I'll admit that tea sandwiches sound a little high-maintenance. I personally don't love dainty food most of the time, but these tea sandwiches are wonderful to make for a crowd or a small picnic. The best part of these sandwiches is that there is no absolute recipe as to what you put in them -- I am just offering some suggestions here. You can play with breads, meats, vegetables, and condiments to your liking. Here I'll suggest a few combinations.

Breads
  • Whole Wheat
  • Pumpernickel
  • Plain White Bread

Condiments (Spreads)
  • Herb Cream Cheese (recipe follows)
  • Unsalted Butter
    • Herb compound butter (recipe follows)
  • Lemon Vinaigrette (recipe found here)
Vegetables (Crunch)
  • Arugula
  • Boston Lettuce
  • Thinly Sliced Radishes
Fillings
  • Smoked Salmon
  • Proscuitto or other quality ham
  • Sliced heirloom tomato
Here's the drill --

Each of these major categories goes pretty well with any of the others, but some are better suited to one another. The idea here is to pick whatever is quality at the market and make the best ingredients sing for your guests.
For six guests, lay out 12 slices of your chosen bread on a clean counter. Spread a thin layer of your chosen condiment on each slice. Add your crunchy vegetable to half of the slices and your chosen filling to the other half of the slices.
Assemble the sandwiches, remove the crusts, and cut into triangles, rounds, or half-moons, depending on the shapes of the bread slices.

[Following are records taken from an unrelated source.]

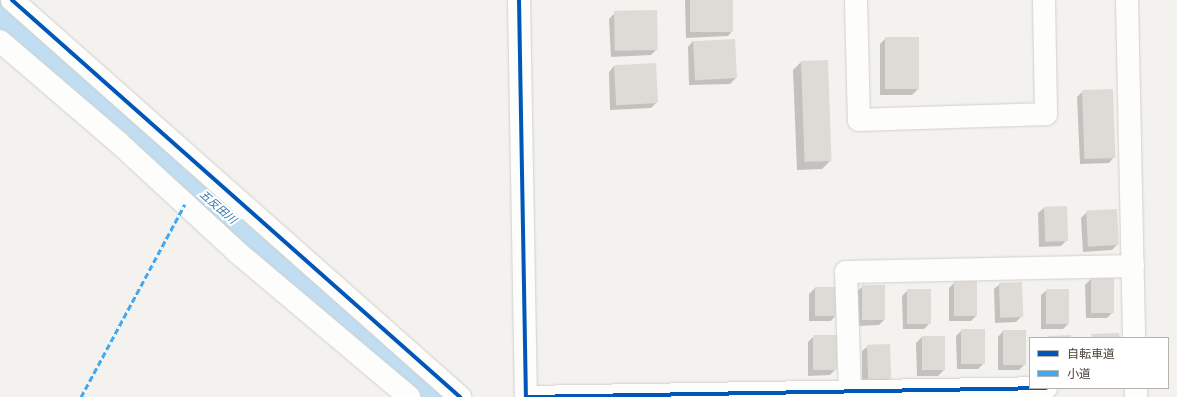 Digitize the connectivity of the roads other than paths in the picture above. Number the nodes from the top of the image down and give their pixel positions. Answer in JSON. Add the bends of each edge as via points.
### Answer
{"nodes":[{"id":1,"x":12,"y":0,"type":"edge"},
{"id":2,"x":519,"y":0,"type":"edge"},
{"id":3,"x":856,"y":0,"type":"edge"},
{"id":4,"x":1044,"y":0,"type":"edge"},
{"id":5,"x":1127,"y":0,"type":"edge"},
{"id":6,"x":0,"y":41,"type":"edge"},
{"id":7,"x":1133,"y":266,"type":"junction"},
{"id":8,"x":1134,"y":337,"type":"edge"},
{"id":9,"x":1029,"y":388,"type":"edge"},
{"id":10,"x":850,"y":392,"type":"junction"},
{"id":11,"x":409,"y":397,"type":"edge"},
{"id":12,"x":460,"y":397,"type":"edge"}],
"edges":[{"from":1,"to":12,"type":"street"},
{"from":2,"to":10,"type":"street","via":[[526,397]]},
{"from":3,"to":4,"type":"street","via":[[858,120],[1046,114]]},
{"from":5,"to":7,"type":"street"},
{"from":6,"to":11,"type":"street","via":[[119,143],[237,252]]},
{"from":7,"to":8,"type":"street"},
{"from":7,"to":10,"type":"street","via":[[846,272]]},
{"from":9,"to":10,"type":"street"}]} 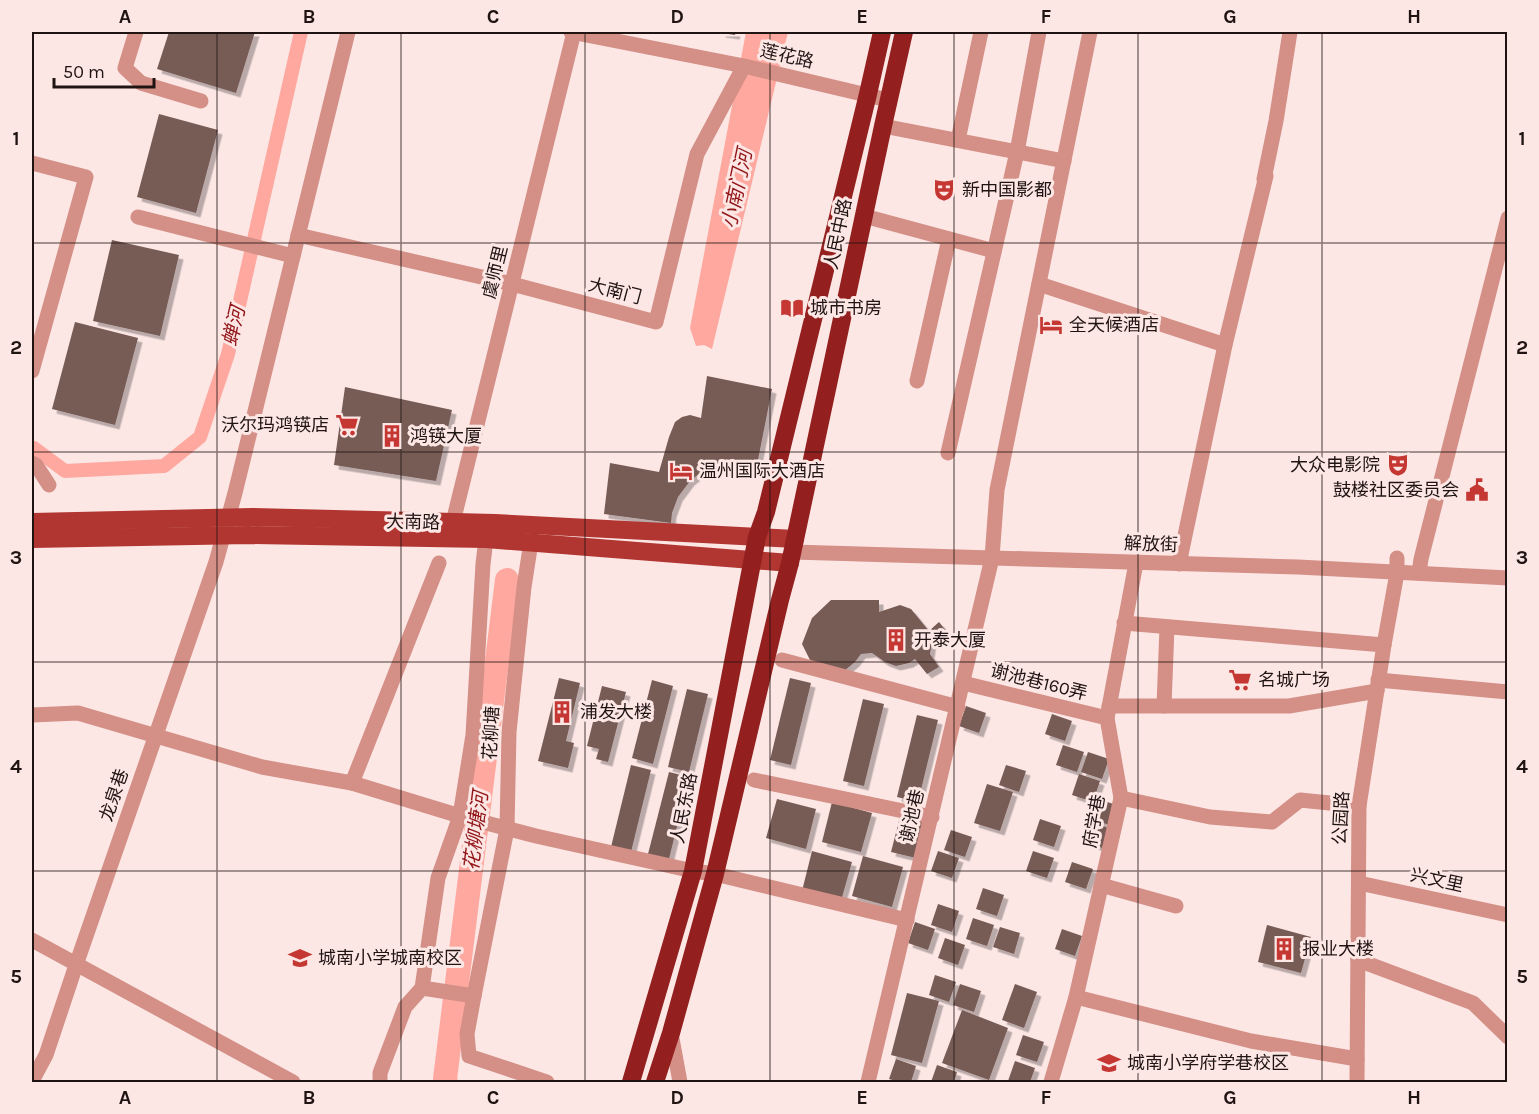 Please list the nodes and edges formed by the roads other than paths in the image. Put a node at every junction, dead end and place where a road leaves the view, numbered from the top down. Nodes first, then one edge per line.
1 (136, 32) edge
2 (348, 32) edge
3 (573, 32) edge
4 (882, 32) edge
5 (904, 32) edge
6 (981, 32) edge
7 (1039, 32) edge
8 (1090, 32) edge
9 (1290, 32) edge
10 (744, 66) junction
11 (868, 94) junction
12 (888, 99) junction
13 (201, 101) dead end
14 (883, 126) junction
15 (958, 140) junction
16 (1017, 152) junction
17 (1064, 161) junction
18 (32, 163) edge
19 (864, 216) junction
20 (138, 217) dead end
21 (1508, 218) edge
22 (298, 235) junction
23 (949, 239) junction
24 (994, 251) junction
25 (293, 256) junction
26 (1039, 284) junction
27 (512, 285) junction
28 (1225, 345) junction
29 (32, 371) edge
30 (917, 381) dead end
31 (948, 453) dead end
32 (32, 463) edge
33 (49, 486) dead end
34 (228, 518) junction
35 (32, 522) edge
36 (453, 522) junction
37 (532, 533) junction
38 (492, 534) junction
39 (223, 536) junction
40 (757, 537) junction
41 (32, 539) edge
42 (793, 551) junction
43 (992, 558) junction
44 (752, 560) junction
45 (439, 563) dead end
46 (1136, 563) junction
47 (1179, 564) junction
48 (1397, 565) junction
49 (1419, 573) junction
50 (1508, 578) edge
51 (1124, 623) junction
52 (1167, 627) junction
53 (1384, 645) junction
54 (782, 660) dead end
55 (963, 683) junction
56 (1378, 685) junction
57 (1508, 692) edge
58 (1164, 706) junction
59 (958, 707) junction
60 (1108, 712) junction
61 (32, 715) edge
62 (156, 735) junction
63 (754, 780) dead end
64 (352, 783) junction
65 (1121, 798) junction
66 (1359, 806) junction
67 (460, 816) junction
68 (932, 817) junction
69 (507, 829) junction
70 (693, 870) junction
71 (715, 874) junction
72 (1359, 883) junction
73 (1101, 885) junction
74 (1176, 906) dead end
75 (1508, 915) edge
76 (907, 920) junction
77 (32, 940) edge
78 (1358, 960) junction
79 (76, 965) junction
80 (422, 988) junction
81 (471, 996) junction
82 (1076, 997) junction
83 (671, 1033) junction
84 (1508, 1036) edge
85 (1357, 1059) junction
86 (32, 1081) edge
87 (293, 1083) edge
88 (380, 1083) edge
89 (547, 1083) edge
90 (631, 1083) edge
91 (655, 1083) edge
92 (680, 1083) edge
93 (868, 1083) edge
94 (1051, 1083) edge
95 (1357, 1083) edge

1 - 13 street
2 - 22 street
3 - 10 street, 莲花路
3 - 27 street, 虞师里
4 - 11 highway, 人民中路
5 - 12 highway, 人民中路
6 - 15 street
7 - 16 street
8 - 17 street, 谢池巷
9 - 28 street
10 - 11 street, 莲花路
10 - 27 street, 大南门
11 - 12 street, 莲花路
11 - 40 highway, 人民中路
12 - 14 highway, 人民中路
14 - 15 street
14 - 19 highway, 人民中路
15 - 16 street
16 - 17 street
16 - 24 street
17 - 26 street, 谢池巷
18 - 29 street
19 - 23 street
19 - 42 highway, 人民中路
20 - 25 street
21 - 49 street
22 - 25 street
22 - 27 street, 大南门
23 - 24 street
23 - 30 street
24 - 31 street
25 - 34 street
26 - 28 street
26 - 43 street, 谢池巷
27 - 36 street, 虞师里
28 - 47 street
32 - 33 street
34 - 35 main road, 大南路
34 - 36 main road, 大南路
34 - 39 street, 龙泉巷
36 - 38 main road, 大南路
37 - 38 main road, 大南路
37 - 40 main road, 大南路
37 - 44 main road, 大南路
37 - 69 street, 花柳塘
38 - 39 main road, 大南路
38 - 67 street
39 - 41 main road, 大南路
39 - 62 street, 龙泉巷
40 - 42 main road, 大南路
40 - 44 highway, 人民东路
42 - 43 street, 解放街
42 - 44 main road, 大南路
42 - 71 highway
43 - 46 street, 解放街
43 - 55 street, 谢池巷
44 - 70 highway, 人民东路
45 - 64 street
46 - 47 street, 解放街
46 - 51 street, 府学巷
47 - 48 street, 解放街
48 - 49 street, 解放街
48 - 53 street, 公园路
49 - 50 street, 解放街
51 - 52 street
51 - 60 street, 府学巷
52 - 53 street
52 - 58 street
53 - 56 street, 公园路
54 - 59 street
55 - 59 street, 谢池巷
55 - 60 street, 谢池巷160弄
56 - 57 street, 谢池巷160弄
56 - 58 street, 谢池巷160弄
56 - 66 street, 公园路
58 - 60 street, 谢池巷160弄
59 - 68 street, 谢池巷
60 - 65 street, 府学巷
61 - 62 street
62 - 64 street
62 - 79 street, 龙泉巷
63 - 68 street
64 - 67 street
65 - 66 street
65 - 73 street, 府学巷
66 - 72 street, 公园路
67 - 69 street
67 - 80 street
68 - 76 street, 谢池巷
69 - 70 street
69 - 81 street, 花柳塘
70 - 71 street
70 - 90 highway, 人民东路
71 - 76 street
71 - 83 highway
72 - 75 street, 兴文里
72 - 78 street, 公园路
73 - 74 street
73 - 82 street, 府学巷
76 - 93 street, 谢池巷
77 - 79 street
78 - 84 street
78 - 85 street, 公园路
79 - 86 street, 龙泉巷
79 - 87 street
80 - 81 street
80 - 88 street
81 - 89 street, 花柳塘
82 - 85 street
82 - 94 street, 府学巷
83 - 91 highway
83 - 92 street
85 - 95 street, 公园路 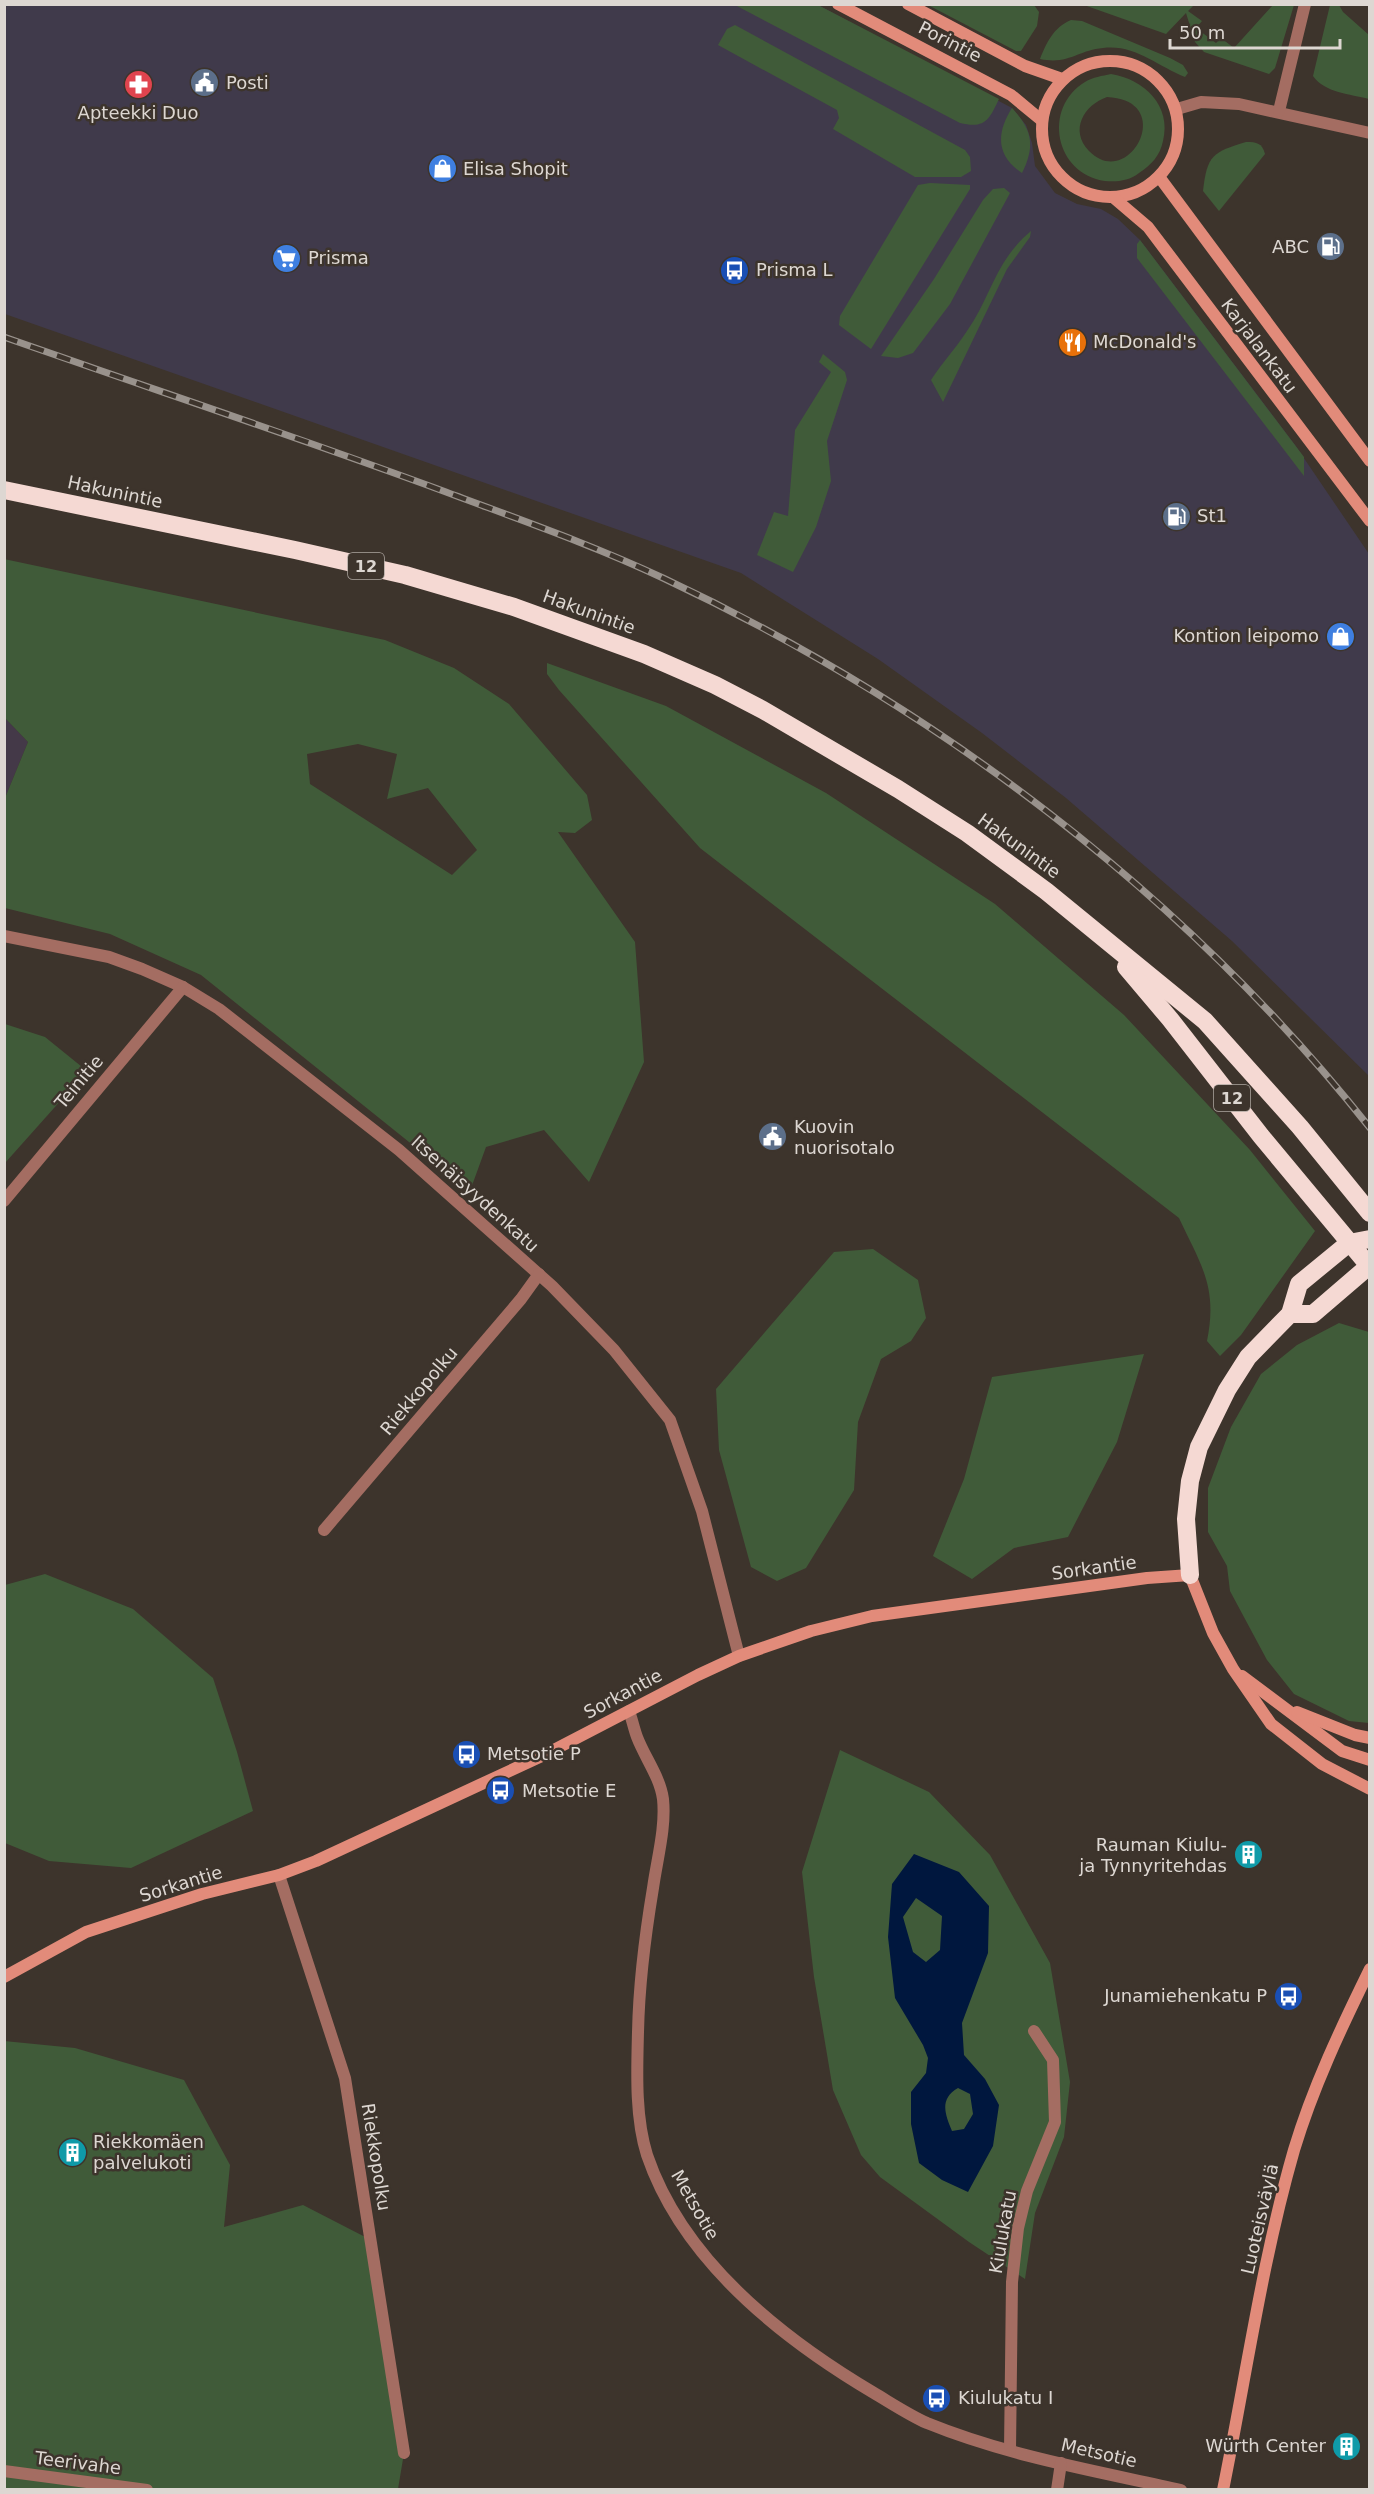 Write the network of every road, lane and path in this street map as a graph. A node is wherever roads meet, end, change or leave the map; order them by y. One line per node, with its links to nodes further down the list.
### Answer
1 (838, 4): 7 (main road, Porintie)
2 (908, 4): 4 (main road, Porintie)
3 (1305, 4): 6 (street)
4 (1062, 79): 5 (main road); 7 (main road)
5 (1176, 109): 6 (street); 9 (main road)
6 (1279, 111): 8 (street)
7 (1040, 119): 10 (main road)
8 (1370, 133)
9 (1160, 178): 10 (main road); 11 (main road, Karjalankatu)
10 (1114, 198): 13 (main road, Karjalankatu)
11 (1370, 461)
12 (4, 490): 14 (highway, Hakunintie / 12)
13 (1370, 521)
14 (1094, 929): 18 (highway, Hakunintie / 12); 20 (highway, Hakunintie / 12)
15 (4, 936): 16 (street, Itsenäisyydenkatu)
16 (183, 987): 17 (street, Teinitie); 22 (street, Itsenäisyydenkatu)
17 (4, 1201)
18 (1370, 1213)
19 (1370, 1239): 20 (highway)
20 (1349, 1243): 21 (highway, Hakunintie / 12); 23 (highway)
21 (1369, 1266): 23 (highway)
22 (539, 1274): 24 (street, Riekkopolku); 26 (street, Itsenäisyydenkatu)
23 (1290, 1314): 25 (highway)
24 (324, 1530)
25 (1190, 1575): 26 (main road, Sorkantie); 27 (main road)
26 (739, 1656): 29 (main road, Sorkantie)
27 (1233, 1669): 28 (main road); 32 (main road)
28 (1281, 1705): 30 (main road); 31 (main road)
29 (629, 1711): 33 (main road, Sorkantie); 37 (street, Metsotie)
30 (1370, 1738)
31 (1370, 1761)
32 (1370, 1789)
33 (279, 1875): 35 (main road, Sorkantie); 38 (street, Riekkopolku)
34 (1370, 1969): 44 (main road, Luoteisväylä)
35 (4, 1977)
36 (1034, 2031): 37 (street, Kiulukatu)
37 (1010, 2450): 39 (street, Metsotie)
38 (404, 2453)
39 (1061, 2463): 42 (street); 43 (street, Metsotie)
40 (4, 2471): 41 (street, Teerivahe)
41 (147, 2490)
42 (1057, 2490)
43 (1181, 2490)
44 (1223, 2490)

Serve chilled.

Herb Compound Butter
Makes 1/4 cup of herb butter
  • 1/2 stick softened, unsalted butter (4 oz.)
  • 2 tsp finely chopped parsley
  • 1 tsp finely chopped chives
  • 1/2 tsp salt
  • 1/4 tsp finely ground white pepper
With a hand mixer or whisk, combine all ingredients thoroughly. Use immediately as a spread or chill into desired shape for serving later. Will keep fresh for about a week.